2. GPU vs MPS vs CPU — 세 가지 연산 장치
CUDA (NVIDIA GPU)
CUDA는 NVIDIA가 만든 GPU 병렬 컴퓨팅 플랫폼이다. 딥러닝의 사실상 표준이며, PyTorch의 모든 기능이 CUDA를 기준으로 먼저 개발된다. 수천 개의 코어가 행렬 연산을 동시에 처리하므로 CPU 대비 10~100배 빠르다.
CUDA에서만 사용할 수 있는 주요 기능은 다음과 같다.
| 기능 | 설명 | CUDA | MPS | CPU |
|---|---|---|---|---|
| AMP (Mixed Precision) | float16 혼합 학습 | O | X | X |
| Tensor Core | 하드웨어 가속 행렬곱 | O | X | X |
| cuDNN | 최적화된 CNN/RNN 연산 | O | X | X |
| Multi-GPU | 여러 GPU 병렬 학습 | O | X | X |
MPS (Apple Silicon)
MPS(Metal Performance Shaders)는 Apple이 제공하는 GPU 연산 프레임워크다. M1, M2, M3 칩에 내장된 GPU를 PyTorch에서 활용할 수 있게 해 준다. PyTorch 1.12부터 공식 지원이 시작되었다.

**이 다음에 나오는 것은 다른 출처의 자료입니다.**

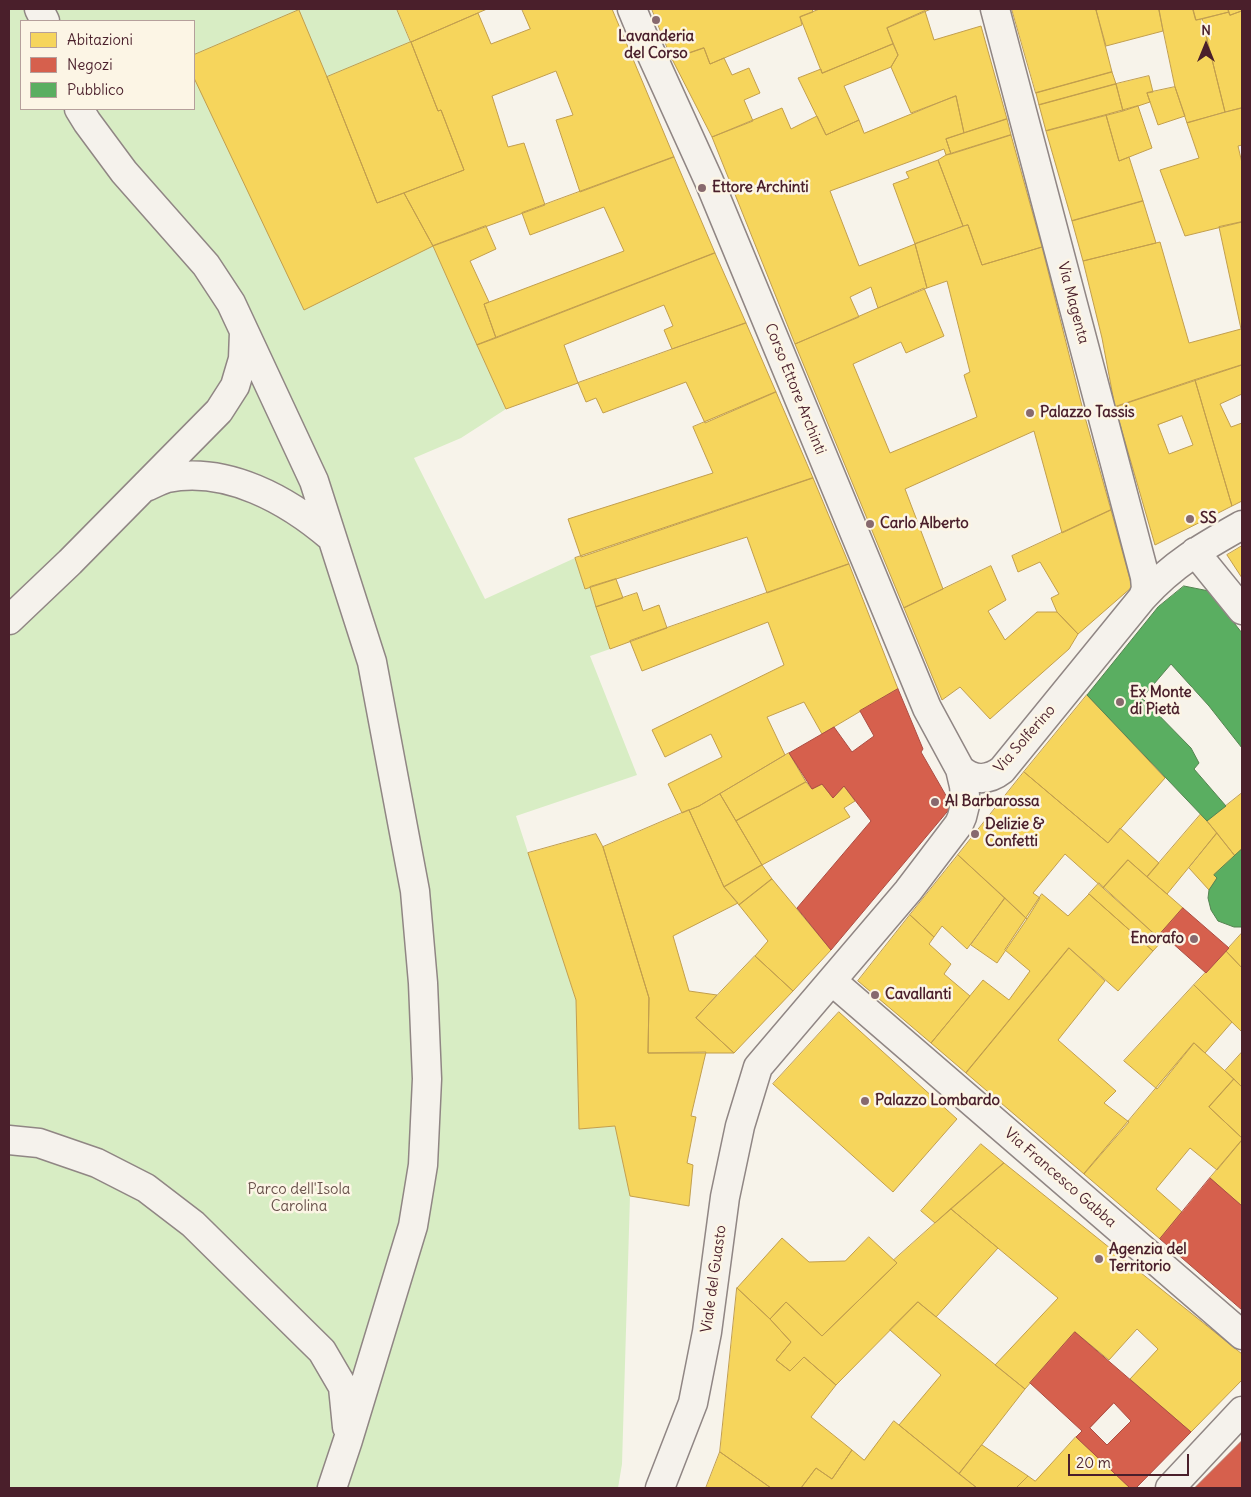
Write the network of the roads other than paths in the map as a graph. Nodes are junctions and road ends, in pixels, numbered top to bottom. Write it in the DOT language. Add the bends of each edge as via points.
graph roads {
  1 [pos="632,9"];
  2 [pos="995,9"];
  3 [pos="81,110"];
  4 [pos="244,329"];
  5 [pos="142,489"];
  6 [pos="1242,525"];
  7 [pos="332,538"];
  8 [pos="1195,552"];
  9 [pos="1143,597"];
  10 [pos="1242,610"];
  11 [pos="9,620"];
  12 [pos="960,770"];
  13 [pos="832,981"];
  14 [pos="9,1140"];
  15 [pos="1242,1335"];
  16 [pos="1242,1412"];
  17 [pos="348,1440"];
  18 [pos="332,1488"];
  19 [pos="660,1488"];
  20 [pos="1170,1488"];
  1 -- 12 [label="street, Corso Ettore Archinti" via="709,180 927,708"];
  2 -- 9 [label="street, Via Magenta" via="1145,576"];
  3 -- 4 [label="street" via="124,172 206,265"];
  4 -- 5 [label="street" via="243,359 235,386 219,411"];
  4 -- 7 [label="street" via="314,481"];
  5 -- 7 [label="street" via="166,479 191,475 216,477 285,503"];
  5 -- 11 [label="street"];
  6 -- 8 [label="street, Via Solferino"];
  7 -- 17 [label="street" via="372,662 415,891 427,1079 423,1165 413,1226"];
  8 -- 9 [label="street, Via Solferino"];
  8 -- 10 [label="street"];
  9 -- 12 [label="street, Via Solferino" via="1002,770 980,779"];
  12 -- 13 [label="street" via="965,805 959,824"];
  13 -- 15 [label="street, Via Francesco Gabba"];
  13 -- 19 [label="street, Viale del Guasto" via="758,1067 740,1126 725,1196 707,1332 693,1403"];
  14 -- 17 [label="street" via="38,1142 97,1164 146,1188 193,1224 322,1351 343,1387"];
  16 -- 20 [label="street"];
  17 -- 18 [label="street"];
}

CPU보다 2~5배 빠르지만, CUDA만큼 성숙하지는 않다. 특히 float16 autocast가 아직 완전히 지원되지 않아 Mixed Precision을 쓸 수 없다.
CPU (범용 프로세서)
어디서든 작동하는 최후의 보루다. 속도는 가장 느리지만, 별도의 드라이버나 하드웨어 없이 동작한다. CI/CD 파이프라인이나 단순 추론(inference)에서는 CPU로도 충분한 경우가 많다.
3. 디바이스 자동 감지 — _get_device()
ALCHEMETRIC의 dl_trainer.py에는 실행 환경에 맞는 디바이스를 자동으로 선택하는 함수가 있다.
def _get_device() -> torch.device: """사용 가능한 디바이스 자동 감지.""" # 1순위: NVIDIA CUDA GPU if torch.cuda.is_available(): return torch.device("cuda") # 2순위: Apple Silicon MPS if hasattr(torch.backends, "mps") and torch.backends.mps.is_available(): return torch.device("mps") # 3순위: CPU (항상 사용 가능) return torch.device("cpu")
우선순위: CUDA → MPS → CPU
이 함수의 로직은 단순하지만 의도가 명확하다.
1단계: torch.cuda.is_available() — NVIDIA GPU가 있으면 무조건 CUDA를 쓴다. 가장 빠르고 모든 PyTorch 기능을 지원하기 때문이다.
2단계: torch.backends.mps.is_available() — Apple Silicon Mac이면 MPS를 쓴다. CPU보다 빠르기 때문이다. hasattr 체크는 구버전 PyTorch(1.12 미만)에서 torch.backends.mps 자체가 없을 수 있기 때문에 필요하다.
3단계: 둘 다 없으면 CPU를 사용한다. 어떤 환경에서든 코드가 동작하도록 보장하는 폴백(fallback)이다.
사용 위치 — 학습기 초기화
DeepLearningTrainer 클래스가 생성될 때 디바이스가 결정되고, 이후 모든 학습과 추론에서 이 디바이스를 사용한다.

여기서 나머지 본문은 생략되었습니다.